Dataset entries:
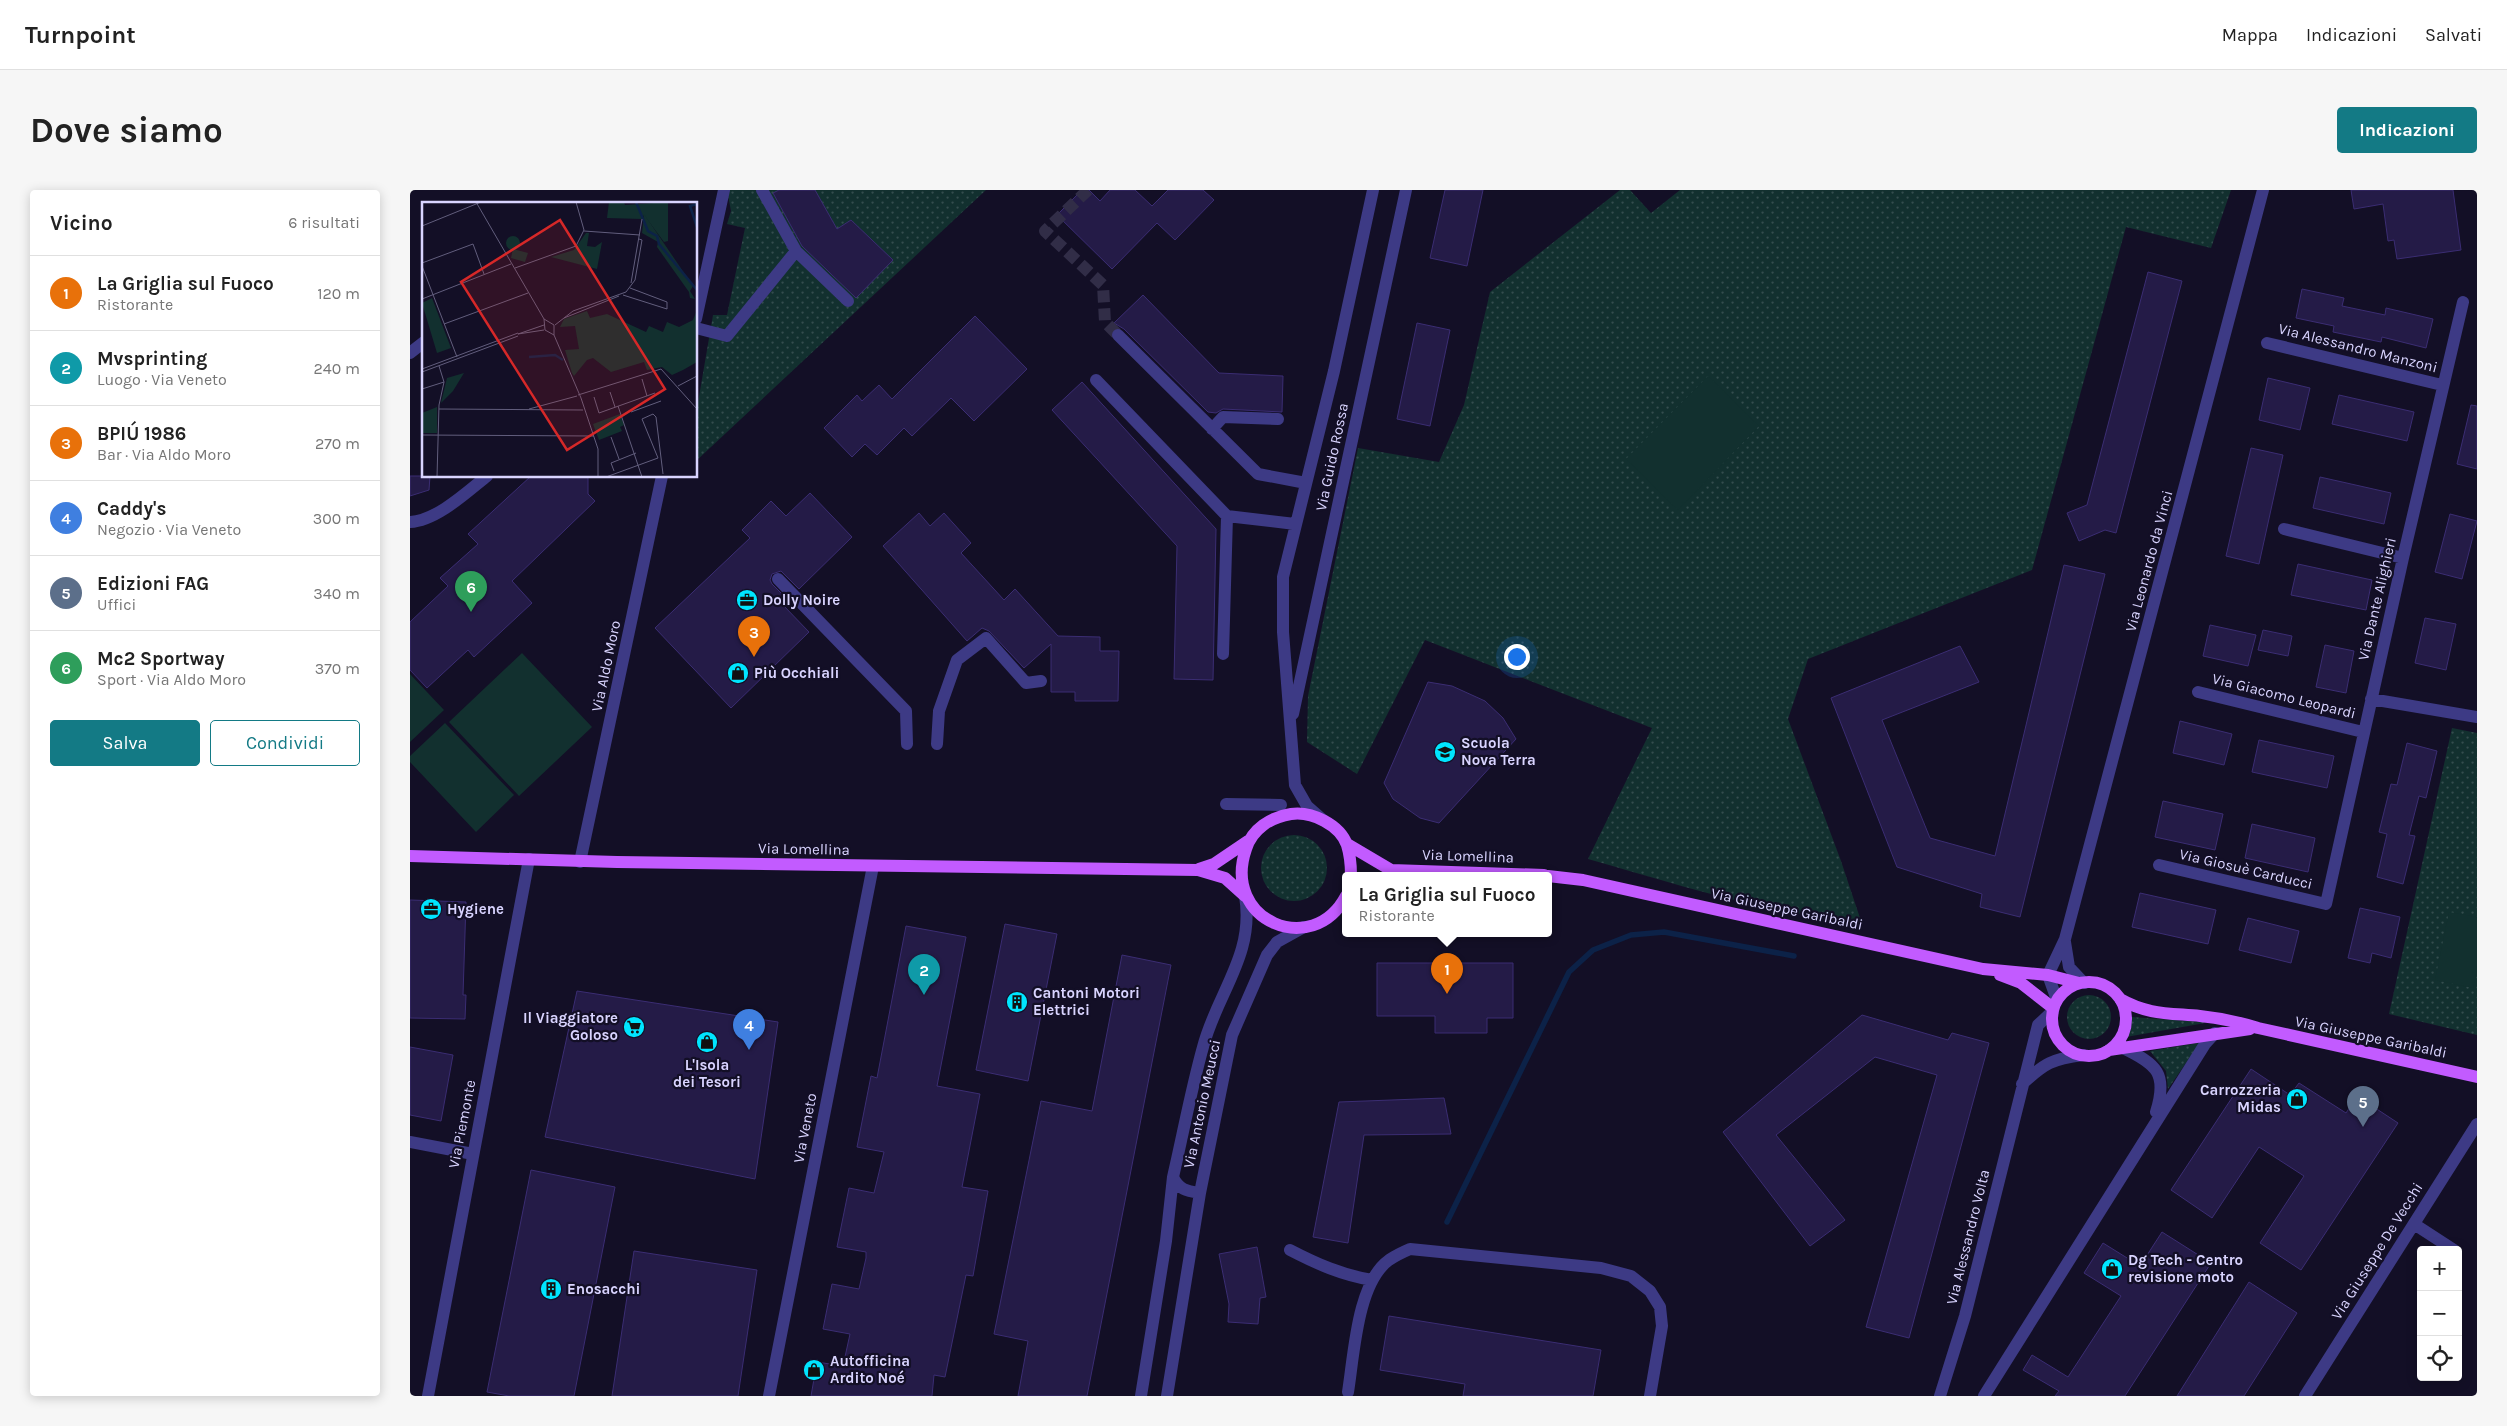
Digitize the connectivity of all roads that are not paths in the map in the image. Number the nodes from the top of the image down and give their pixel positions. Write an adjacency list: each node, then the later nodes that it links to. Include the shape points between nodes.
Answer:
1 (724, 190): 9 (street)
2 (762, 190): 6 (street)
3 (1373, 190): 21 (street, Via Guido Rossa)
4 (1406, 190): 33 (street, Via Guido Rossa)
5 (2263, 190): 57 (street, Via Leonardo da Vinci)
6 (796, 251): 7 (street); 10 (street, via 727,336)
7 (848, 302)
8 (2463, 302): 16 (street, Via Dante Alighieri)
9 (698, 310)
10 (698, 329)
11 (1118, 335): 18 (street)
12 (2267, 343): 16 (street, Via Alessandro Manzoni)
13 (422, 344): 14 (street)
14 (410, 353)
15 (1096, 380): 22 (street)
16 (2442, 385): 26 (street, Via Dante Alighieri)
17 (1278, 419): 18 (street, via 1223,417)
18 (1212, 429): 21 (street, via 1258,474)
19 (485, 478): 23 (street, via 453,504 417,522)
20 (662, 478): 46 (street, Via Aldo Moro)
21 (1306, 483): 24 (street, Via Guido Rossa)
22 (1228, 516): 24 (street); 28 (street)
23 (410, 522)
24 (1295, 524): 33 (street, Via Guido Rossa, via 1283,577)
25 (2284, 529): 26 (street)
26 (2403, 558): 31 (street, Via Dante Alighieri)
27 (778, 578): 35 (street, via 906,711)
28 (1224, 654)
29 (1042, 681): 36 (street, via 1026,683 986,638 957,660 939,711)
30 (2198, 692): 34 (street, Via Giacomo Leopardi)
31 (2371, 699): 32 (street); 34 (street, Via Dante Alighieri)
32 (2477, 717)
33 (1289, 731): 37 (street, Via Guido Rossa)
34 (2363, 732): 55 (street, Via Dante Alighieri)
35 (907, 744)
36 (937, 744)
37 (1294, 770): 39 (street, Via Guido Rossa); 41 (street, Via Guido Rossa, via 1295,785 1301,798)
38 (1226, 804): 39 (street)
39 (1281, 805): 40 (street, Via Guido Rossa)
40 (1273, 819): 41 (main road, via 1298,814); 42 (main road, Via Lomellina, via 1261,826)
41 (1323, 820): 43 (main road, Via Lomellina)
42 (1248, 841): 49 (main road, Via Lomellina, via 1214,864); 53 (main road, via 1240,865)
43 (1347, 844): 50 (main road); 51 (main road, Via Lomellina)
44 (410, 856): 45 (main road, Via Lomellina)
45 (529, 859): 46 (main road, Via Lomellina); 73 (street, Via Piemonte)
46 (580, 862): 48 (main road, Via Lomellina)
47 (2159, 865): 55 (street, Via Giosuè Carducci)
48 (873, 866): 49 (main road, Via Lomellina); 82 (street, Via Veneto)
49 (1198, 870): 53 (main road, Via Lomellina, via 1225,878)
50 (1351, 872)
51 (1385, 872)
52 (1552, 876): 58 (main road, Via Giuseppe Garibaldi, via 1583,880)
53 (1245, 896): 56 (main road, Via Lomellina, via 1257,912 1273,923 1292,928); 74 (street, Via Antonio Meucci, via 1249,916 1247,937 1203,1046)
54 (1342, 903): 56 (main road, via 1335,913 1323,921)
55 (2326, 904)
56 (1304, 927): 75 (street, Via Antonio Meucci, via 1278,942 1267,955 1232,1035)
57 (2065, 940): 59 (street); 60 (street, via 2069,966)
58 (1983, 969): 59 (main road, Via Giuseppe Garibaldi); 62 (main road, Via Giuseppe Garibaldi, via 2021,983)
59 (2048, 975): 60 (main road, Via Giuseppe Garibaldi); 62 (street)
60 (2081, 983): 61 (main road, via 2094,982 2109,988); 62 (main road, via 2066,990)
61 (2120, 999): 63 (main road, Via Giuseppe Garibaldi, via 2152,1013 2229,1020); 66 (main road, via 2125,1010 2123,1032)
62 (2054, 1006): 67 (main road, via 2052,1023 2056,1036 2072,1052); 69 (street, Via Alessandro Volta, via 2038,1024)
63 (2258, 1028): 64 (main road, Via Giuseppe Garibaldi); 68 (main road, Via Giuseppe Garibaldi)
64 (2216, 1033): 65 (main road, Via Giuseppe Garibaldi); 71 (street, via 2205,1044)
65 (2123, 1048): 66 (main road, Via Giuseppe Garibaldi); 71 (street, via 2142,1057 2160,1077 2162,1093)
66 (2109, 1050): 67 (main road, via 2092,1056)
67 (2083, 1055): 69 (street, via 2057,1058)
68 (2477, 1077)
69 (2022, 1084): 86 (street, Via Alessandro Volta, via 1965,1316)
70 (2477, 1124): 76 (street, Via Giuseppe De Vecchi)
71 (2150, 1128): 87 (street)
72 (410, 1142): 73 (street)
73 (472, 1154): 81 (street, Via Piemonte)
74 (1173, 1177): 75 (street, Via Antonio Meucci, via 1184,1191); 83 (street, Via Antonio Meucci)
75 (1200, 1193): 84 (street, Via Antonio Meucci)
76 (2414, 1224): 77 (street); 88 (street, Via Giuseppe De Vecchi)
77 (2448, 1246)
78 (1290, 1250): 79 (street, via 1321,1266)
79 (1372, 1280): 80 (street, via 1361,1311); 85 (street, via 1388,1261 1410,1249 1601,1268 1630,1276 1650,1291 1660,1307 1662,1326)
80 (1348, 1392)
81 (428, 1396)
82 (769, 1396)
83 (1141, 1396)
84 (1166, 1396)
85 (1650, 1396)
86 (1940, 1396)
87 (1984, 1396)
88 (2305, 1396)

--

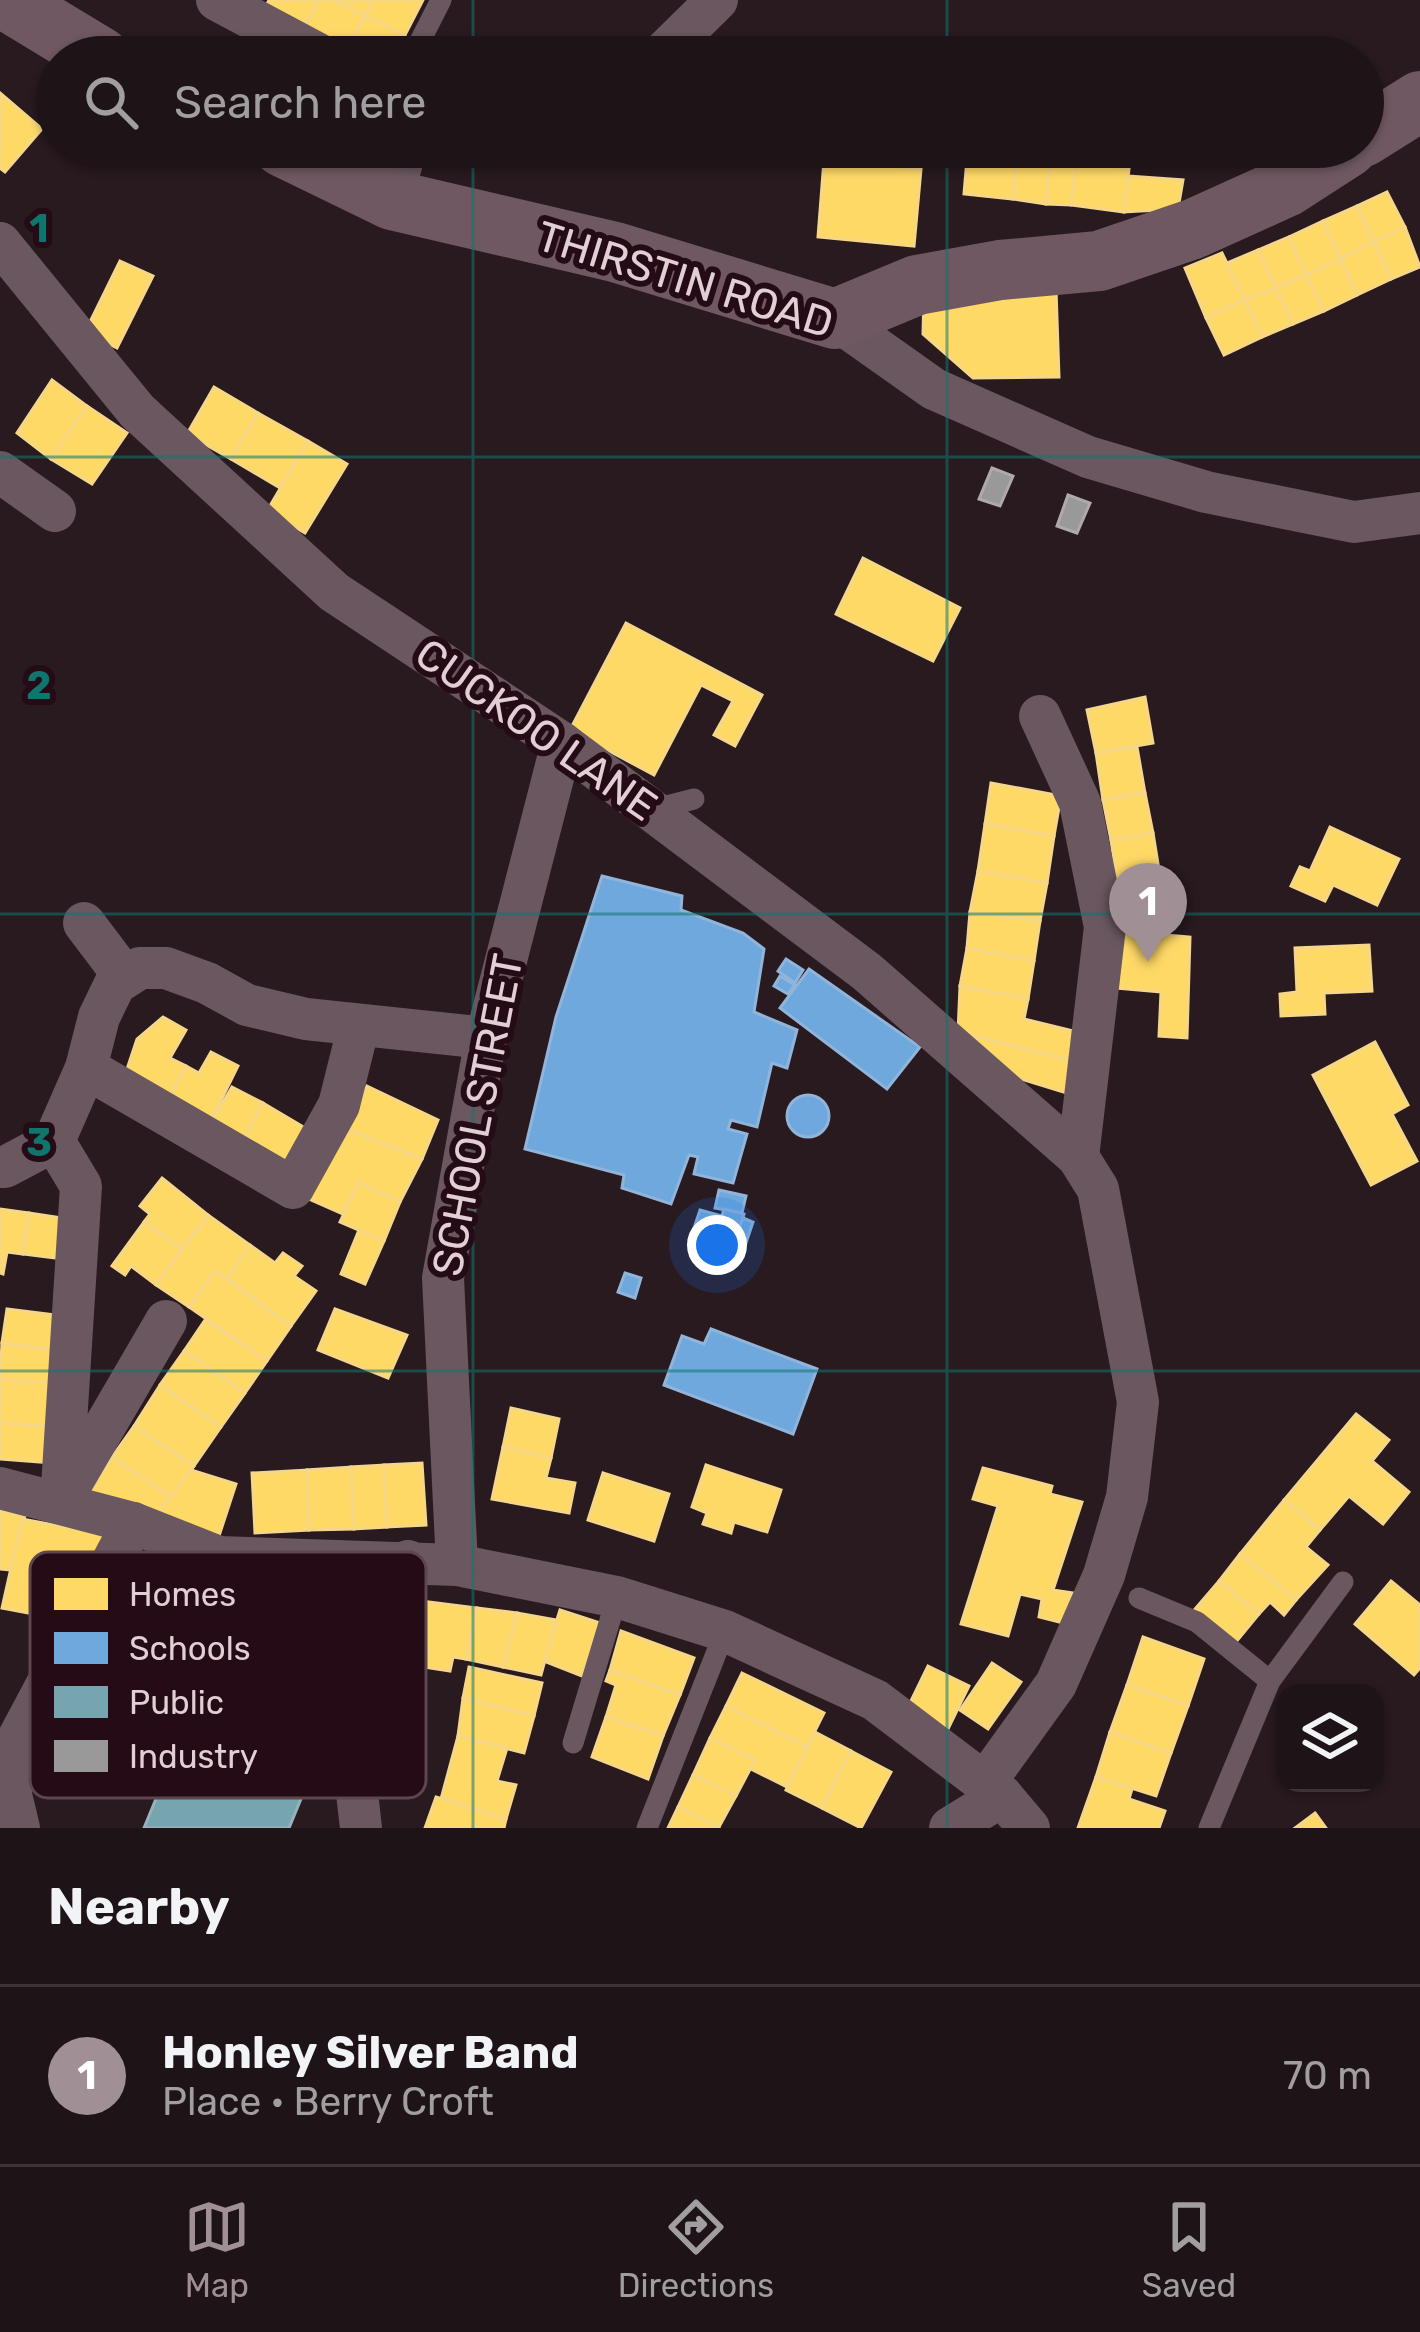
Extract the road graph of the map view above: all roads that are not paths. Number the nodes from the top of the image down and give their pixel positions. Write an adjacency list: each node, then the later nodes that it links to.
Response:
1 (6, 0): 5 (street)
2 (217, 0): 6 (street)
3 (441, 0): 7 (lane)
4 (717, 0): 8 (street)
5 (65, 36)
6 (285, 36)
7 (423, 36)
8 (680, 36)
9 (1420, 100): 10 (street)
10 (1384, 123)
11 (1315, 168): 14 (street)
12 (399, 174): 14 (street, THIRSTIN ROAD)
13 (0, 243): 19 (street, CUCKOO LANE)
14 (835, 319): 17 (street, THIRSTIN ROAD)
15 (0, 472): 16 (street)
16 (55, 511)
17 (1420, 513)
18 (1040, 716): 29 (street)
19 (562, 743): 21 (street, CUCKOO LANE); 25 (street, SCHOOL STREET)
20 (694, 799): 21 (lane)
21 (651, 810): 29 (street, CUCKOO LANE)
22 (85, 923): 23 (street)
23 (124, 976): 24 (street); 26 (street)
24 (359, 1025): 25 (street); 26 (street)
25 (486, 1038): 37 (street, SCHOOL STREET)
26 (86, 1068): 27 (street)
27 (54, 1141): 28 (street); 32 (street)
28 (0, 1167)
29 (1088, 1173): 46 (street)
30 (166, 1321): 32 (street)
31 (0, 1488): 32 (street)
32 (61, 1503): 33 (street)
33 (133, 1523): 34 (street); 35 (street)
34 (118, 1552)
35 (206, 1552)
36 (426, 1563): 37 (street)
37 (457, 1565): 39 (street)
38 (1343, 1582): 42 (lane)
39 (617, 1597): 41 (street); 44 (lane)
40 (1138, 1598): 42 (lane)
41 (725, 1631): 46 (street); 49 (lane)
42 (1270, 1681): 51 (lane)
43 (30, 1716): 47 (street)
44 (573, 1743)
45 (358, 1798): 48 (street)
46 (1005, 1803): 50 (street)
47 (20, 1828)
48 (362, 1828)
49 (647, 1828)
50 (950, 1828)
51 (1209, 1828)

- **Task details**: Which of the lines above hold the string "Number"? Pick each of them out.

- **Response for this exercise**:
Digitize the connectivity of all roads that are not paths in the map in the image. Number the nodes from the top of the image down and give their pixel positions. Write an adjacency list: each node, then the later nodes that it links to. Include the shape points between nodes.
Extract the road graph of the map view above: all roads that are not paths. Number the nodes from the top of the image down and give their pixel positions. Write an adjacency list: each node, then the later nodes that it links to.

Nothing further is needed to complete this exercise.